Sich selbst nicht zu verlassen bedeutet, die eigene innere Stimme ernst zu nehmen. Gefühle nicht zu übergehen, nur weil sie unbequem sind. Bedürfnisse nicht zu verdrängen, um Erwartungen zu erfüllen. Dieser Prozess beginnt mit Wahrnehmung: Was passiert gerade in mir?
Oft entsteht Selbstverlassenheit früh. Wenn Nähe unsicher war, wenn Anpassung Schutz bedeutete oder wenn eigene Bedürfnisse keinen Raum hatten. Diese Muster wirken weiter – auch dann, wenn sie längst nicht mehr notwendig sind. Sich selbst treu zu bleiben erfordert daher Bewusstsein und innere Zuwendung.

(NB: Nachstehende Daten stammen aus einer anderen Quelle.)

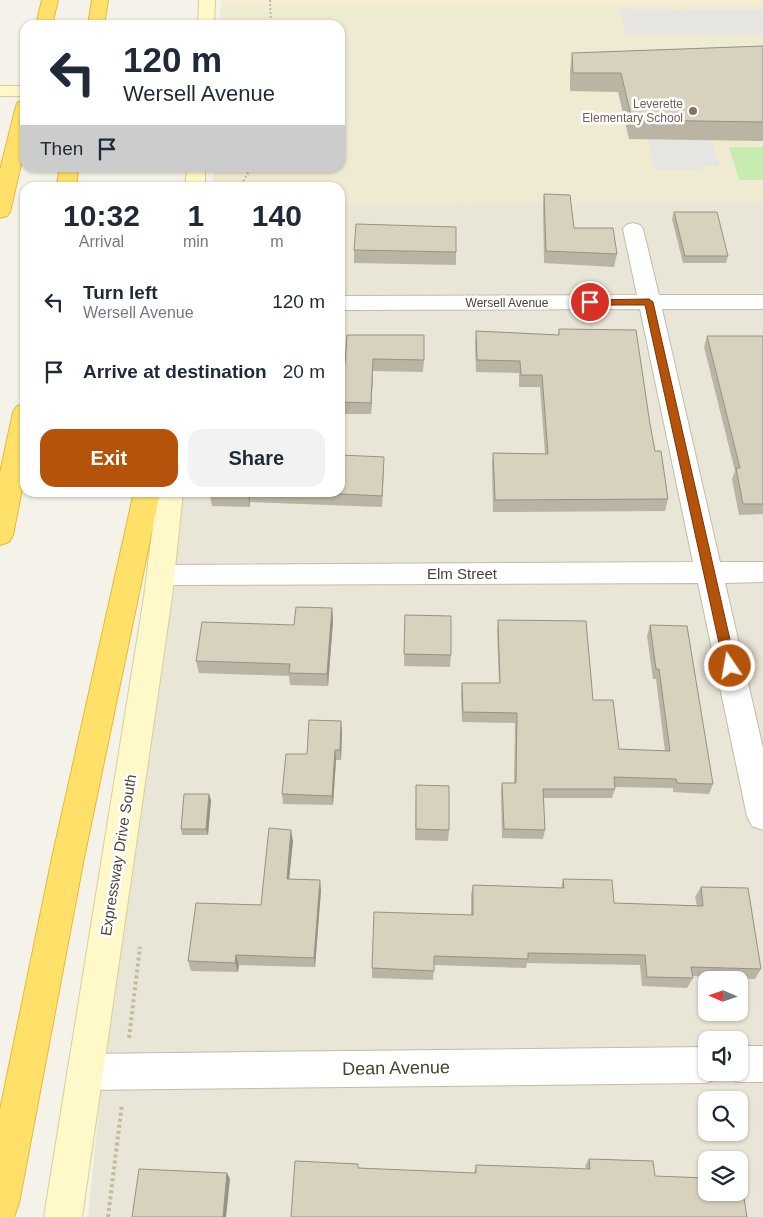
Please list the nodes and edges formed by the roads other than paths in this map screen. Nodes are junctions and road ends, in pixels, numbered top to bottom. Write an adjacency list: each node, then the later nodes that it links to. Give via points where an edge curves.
1 (50, 0): 4 (highway)
2 (100, 0): 5 (highway)
3 (207, 0): 6 (street)
4 (45, 20)
5 (97, 20)
6 (206, 20)
7 (0, 91): 8 (street)
8 (20, 91)
9 (20, 127): 10 (highway)
10 (0, 212)
11 (633, 229): 12 (street)
12 (649, 302): 13 (street, Wersell Avenue); 14 (street, Wersell Avenue); 19 (street)
13 (763, 302)
14 (345, 303)
15 (20, 437): 18 (highway)
16 (147, 497): 27 (highway, via 68,858)
17 (169, 497): 21 (street, Expressway Drive South)
18 (0, 535)
19 (709, 572): 20 (street, Elm Street); 21 (street, Elm Street); 22 (street)
20 (763, 572)
21 (160, 575): 26 (street, Expressway Drive South)
22 (763, 816)
23 (748, 1064): 24 (street)
24 (763, 1064)
25 (698, 1065): 26 (street, Dean Avenue)
26 (86, 1072): 28 (street, Expressway Drive South)
27 (0, 1203)
28 (63, 1217)

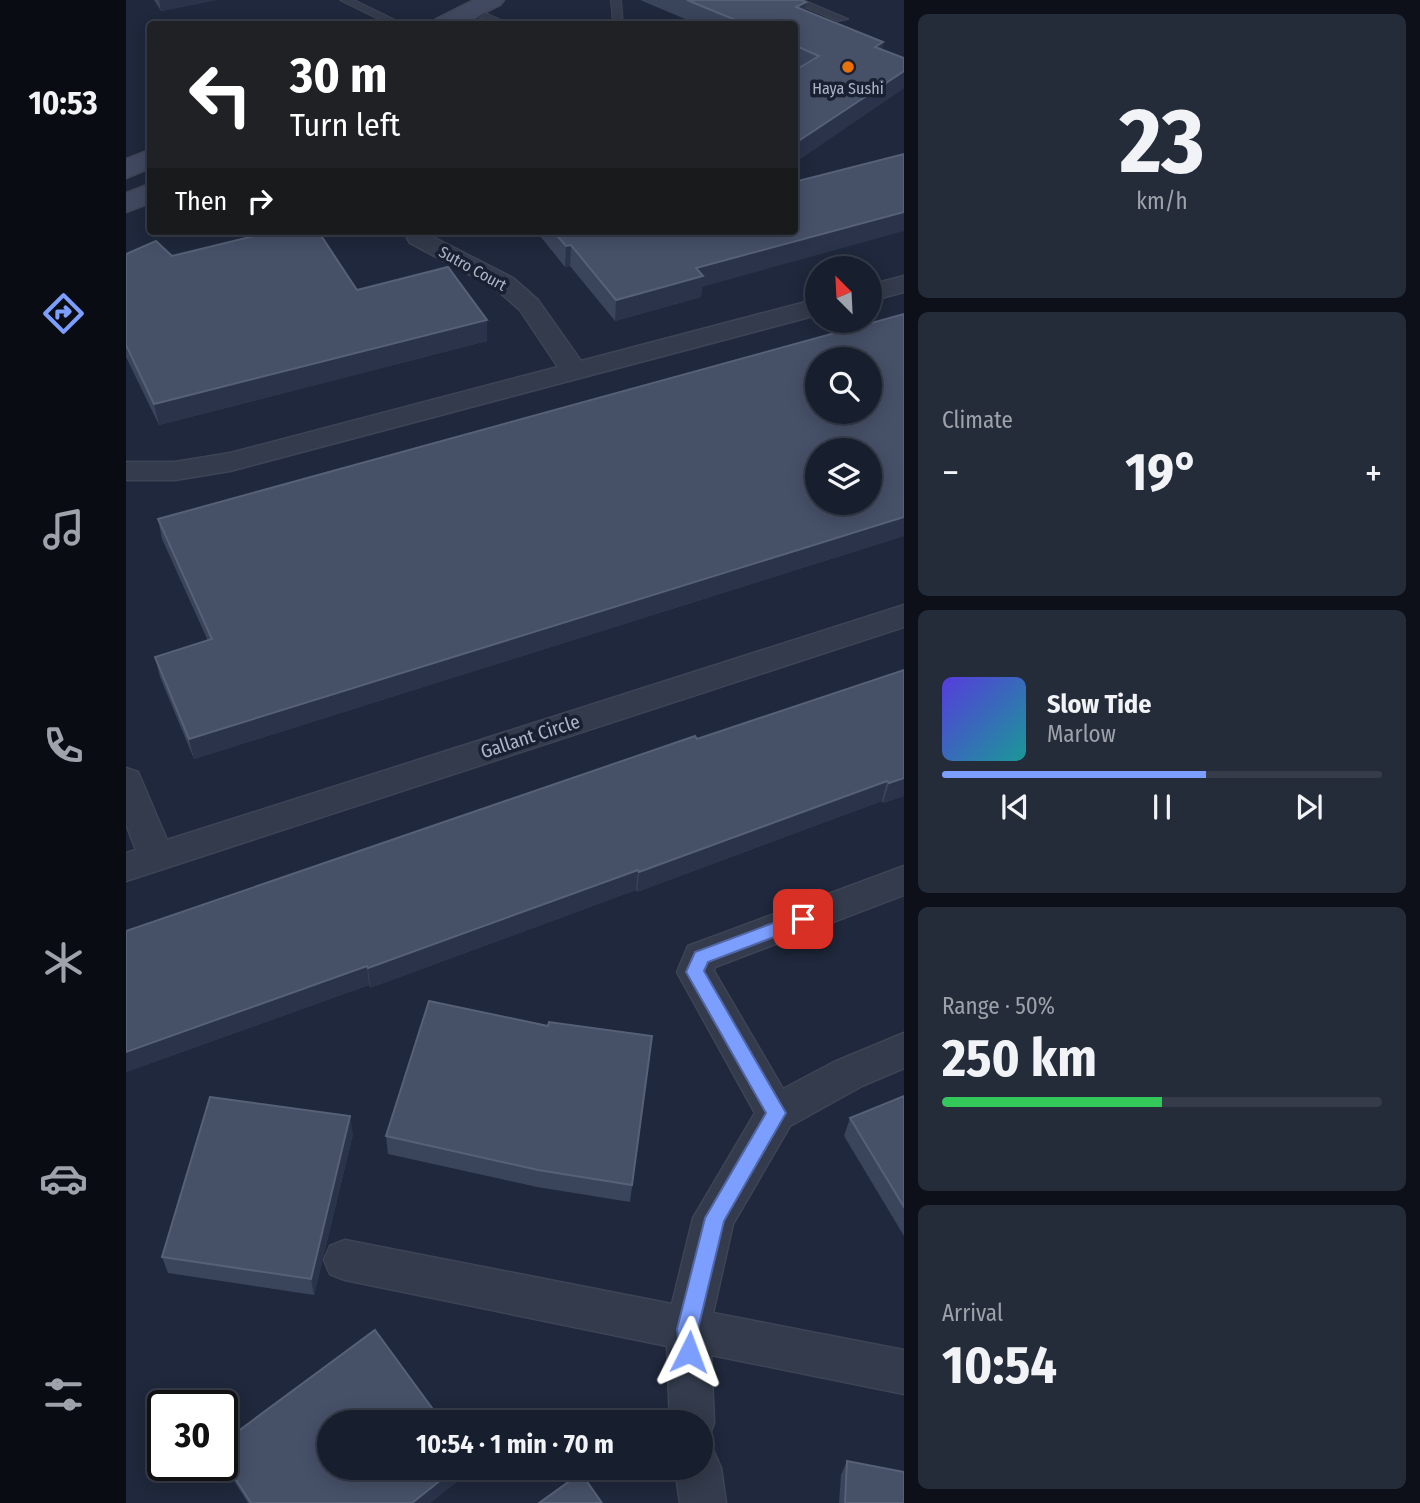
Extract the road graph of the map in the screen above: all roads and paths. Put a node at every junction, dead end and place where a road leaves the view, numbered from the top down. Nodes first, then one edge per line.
1 (345, 0) edge
2 (615, 0) edge
3 (793, 0) edge
4 (482, 6) edge
5 (842, 19) dead end
6 (390, 21) edge
7 (451, 21) edge
8 (500, 21) edge
9 (619, 21) edge
10 (147, 160) edge
11 (126, 170) edge
12 (147, 194) edge
13 (126, 204) edge
14 (419, 238) dead end
15 (904, 284) edge
16 (882, 290) edge
17 (805, 310) edge
18 (574, 370) junction
19 (126, 471) edge
20 (904, 616) edge
21 (126, 781) edge
22 (141, 862) edge
23 (904, 880) edge
24 (904, 1050) edge
25 (776, 1113) junction
26 (345, 1260) dead end
27 (688, 1329) junction
28 (904, 1371) edge
29 (691, 1410) edge
30 (700, 1480) edge
31 (703, 1503) edge

1 - 6 lane
2 - 9 lane
3 - 5 lane
4 - 7 main road
4 - 8 lane
10 - 11 main road
12 - 13 main road
14 - 18 street, Sutro Court
15 - 16 street
17 - 18 street
18 - 19 street
20 - 22 street, Gallant Circle
21 - 22 street
23 - 25 street
24 - 25 street
25 - 27 street
26 - 27 street
27 - 28 street
27 - 29 street
30 - 31 street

Lernen, sich selbst nicht zu verlassen, heißt nicht, immer stark oder konsequent zu sein. Es heißt, sich innerlich zu halten – auch in Unsicherheit, Angst oder Überforderung. Nicht wegzugehen, wenn es emotional wird. Genau darin entsteht Vertrauen in sich selbst.
Wenn du beginnst, dich selbst zu begleiten, verändert sich dein innerer Halt. Entscheidungen werden klarer, Grenzen natürlicher, Beziehungen ehrlicher. Du musst dich nicht mehr verlieren, um Verbindung zu erleben.
Sich selbst nicht zu verlassen ist kein Ziel, das man erreicht. Es ist eine Haltung. Eine leise, aber kraftvolle Entscheidung, bei sich zu bleiben – auch dann, wenn es herausfordernd ist. Und oft beginnt genau hier eine neue Form von innerer Sicherheit.